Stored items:

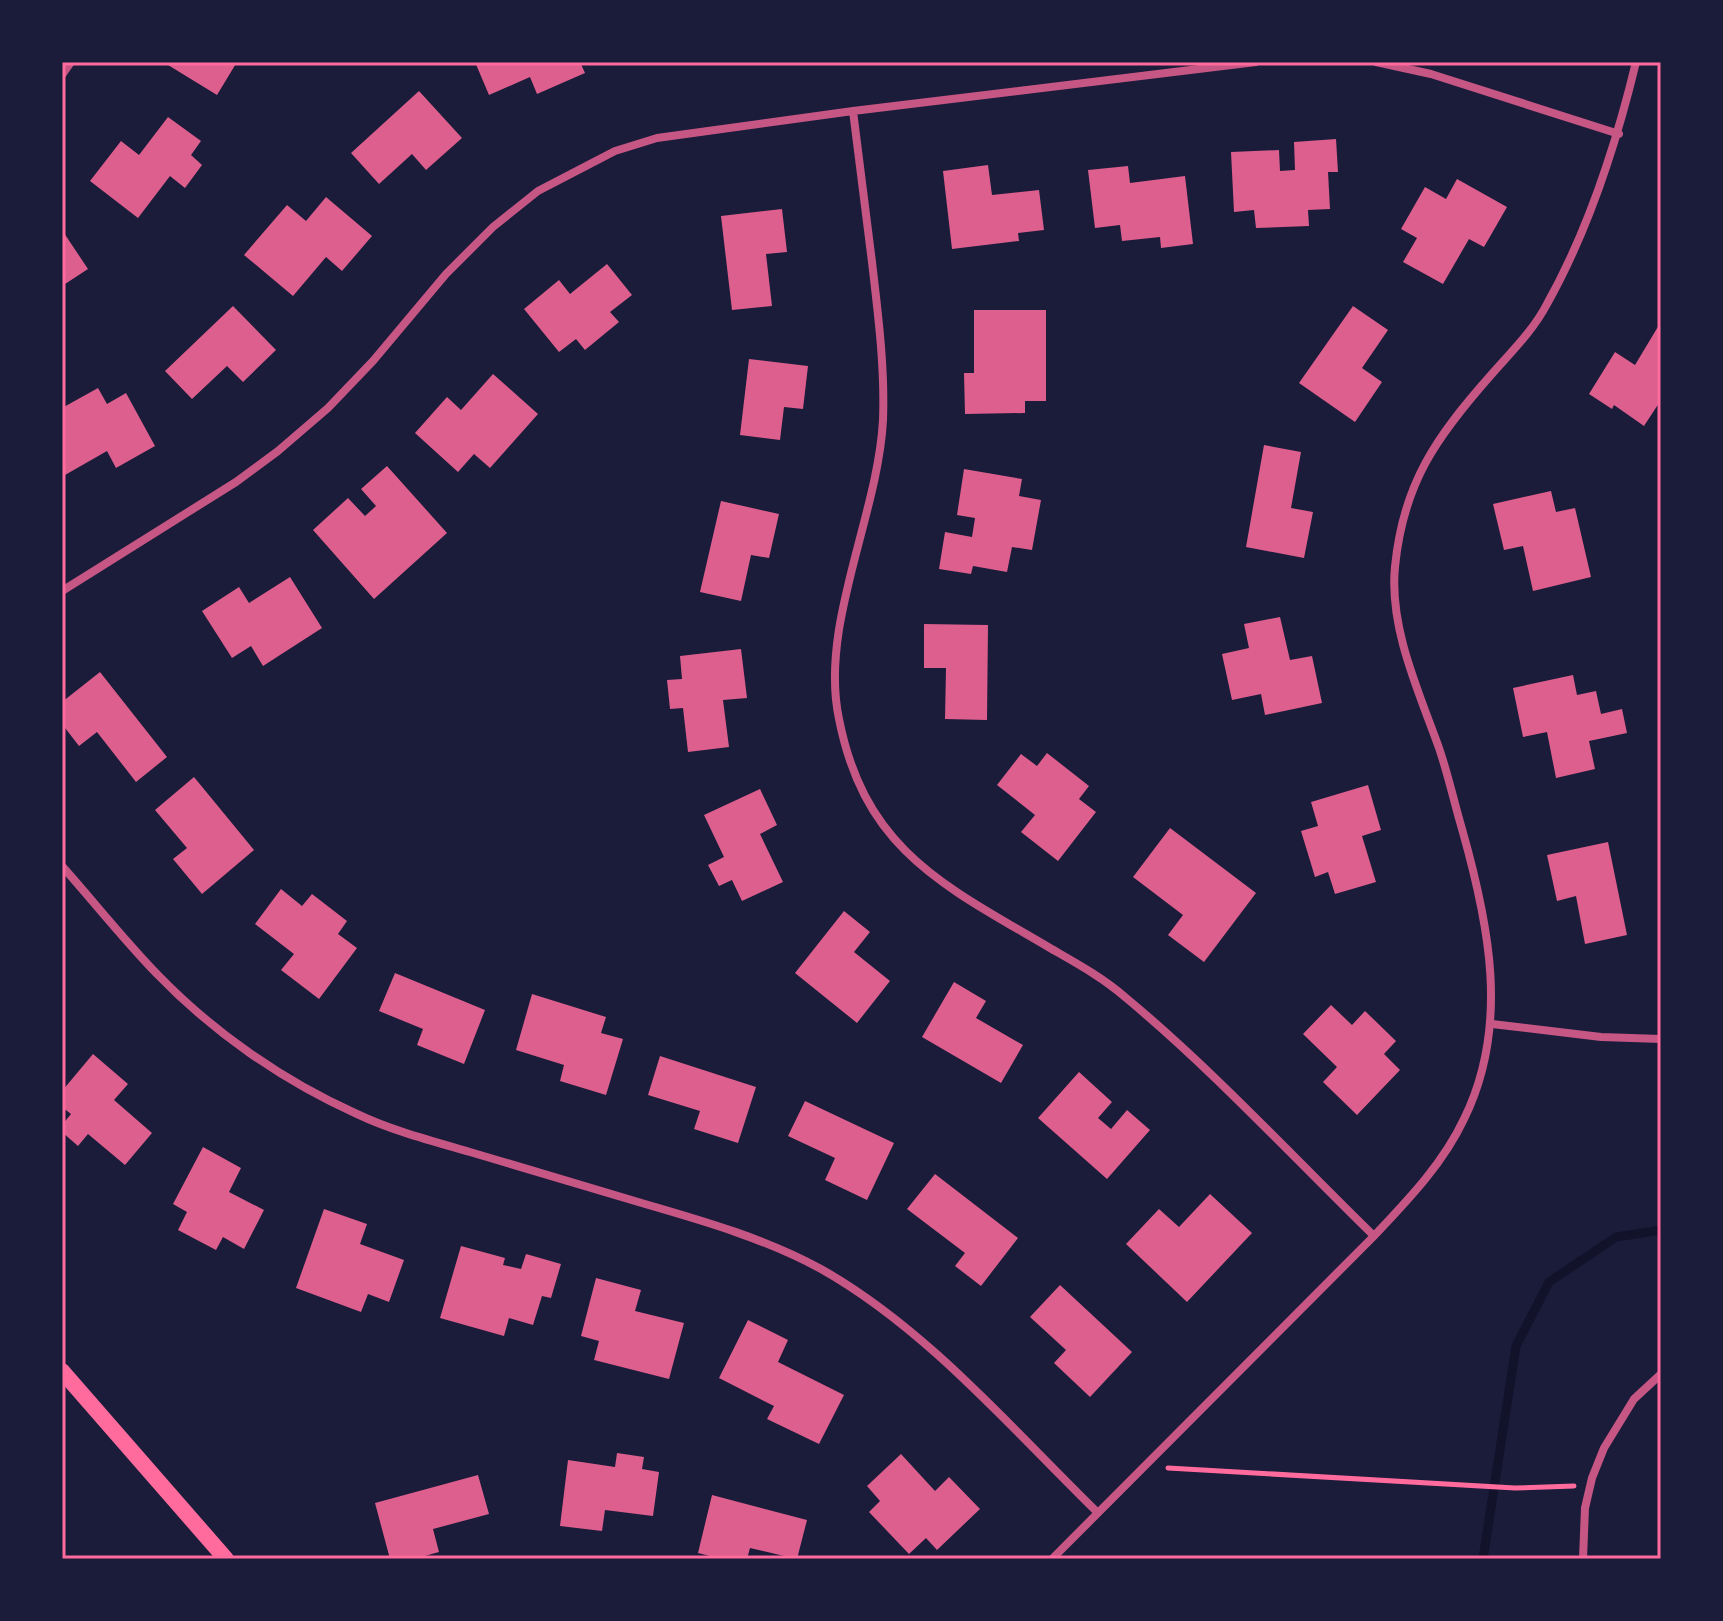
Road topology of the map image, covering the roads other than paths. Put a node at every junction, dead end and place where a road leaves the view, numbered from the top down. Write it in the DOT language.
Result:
graph roads {
  1 [pos="71,62"];
  2 [pos="1256,62"];
  3 [pos="1376,62"];
  4 [pos="1636,62"];
  5 [pos="62,75"];
  6 [pos="853,111"];
  7 [pos="1619,134"];
  8 [pos="62,591"];
  9 [pos="62,866"];
  10 [pos="1492,1024"];
  11 [pos="1661,1039"];
  12 [pos="1374,1236"];
  13 [pos="62,1371"];
  14 [pos="1661,1374"];
  15 [pos="1098,1513"];
  16 [pos="226,1559"];
  17 [pos="1052,1559"];
  18 [pos="1583,1559"];
  1 -- 5 [label="street"];
  2 -- 6 [label="street"];
  3 -- 7 [label="street"];
  4 -- 7 [label="street"];
  6 -- 8 [label="street"];
  6 -- 12 [label="street"];
  7 -- 10 [label="street"];
  9 -- 15 [label="street"];
  10 -- 11 [label="street"];
  10 -- 12 [label="street"];
  12 -- 15 [label="street"];
  13 -- 16 [label="main road"];
  14 -- 18 [label="street"];
  15 -- 17 [label="street"];
}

Exercise requirements: Leave every image out and retype the entries above word for word.

Solution to this problem:
Road topology of the map image, covering the roads other than paths. Put a node at every junction, dead end and place where a road leaves the view, numbered from the top down. Write it in the DOT language.
Result:
graph roads {
  1 [pos="71,62"];
  2 [pos="1256,62"];
  3 [pos="1376,62"];
  4 [pos="1636,62"];
  5 [pos="62,75"];
  6 [pos="853,111"];
  7 [pos="1619,134"];
  8 [pos="62,591"];
  9 [pos="62,866"];
  10 [pos="1492,1024"];
  11 [pos="1661,1039"];
  12 [pos="1374,1236"];
  13 [pos="62,1371"];
  14 [pos="1661,1374"];
  15 [pos="1098,1513"];
  16 [pos="226,1559"];
  17 [pos="1052,1559"];
  18 [pos="1583,1559"];
  1 -- 5 [label="street"];
  2 -- 6 [label="street"];
  3 -- 7 [label="street"];
  4 -- 7 [label="street"];
  6 -- 8 [label="street"];
  6 -- 12 [label="street"];
  7 -- 10 [label="street"];
  9 -- 15 [label="street"];
  10 -- 11 [label="street"];
  10 -- 12 [label="street"];
  12 -- 15 [label="street"];
  13 -- 16 [label="main road"];
  14 -- 18 [label="street"];
  15 -- 17 [label="street"];
}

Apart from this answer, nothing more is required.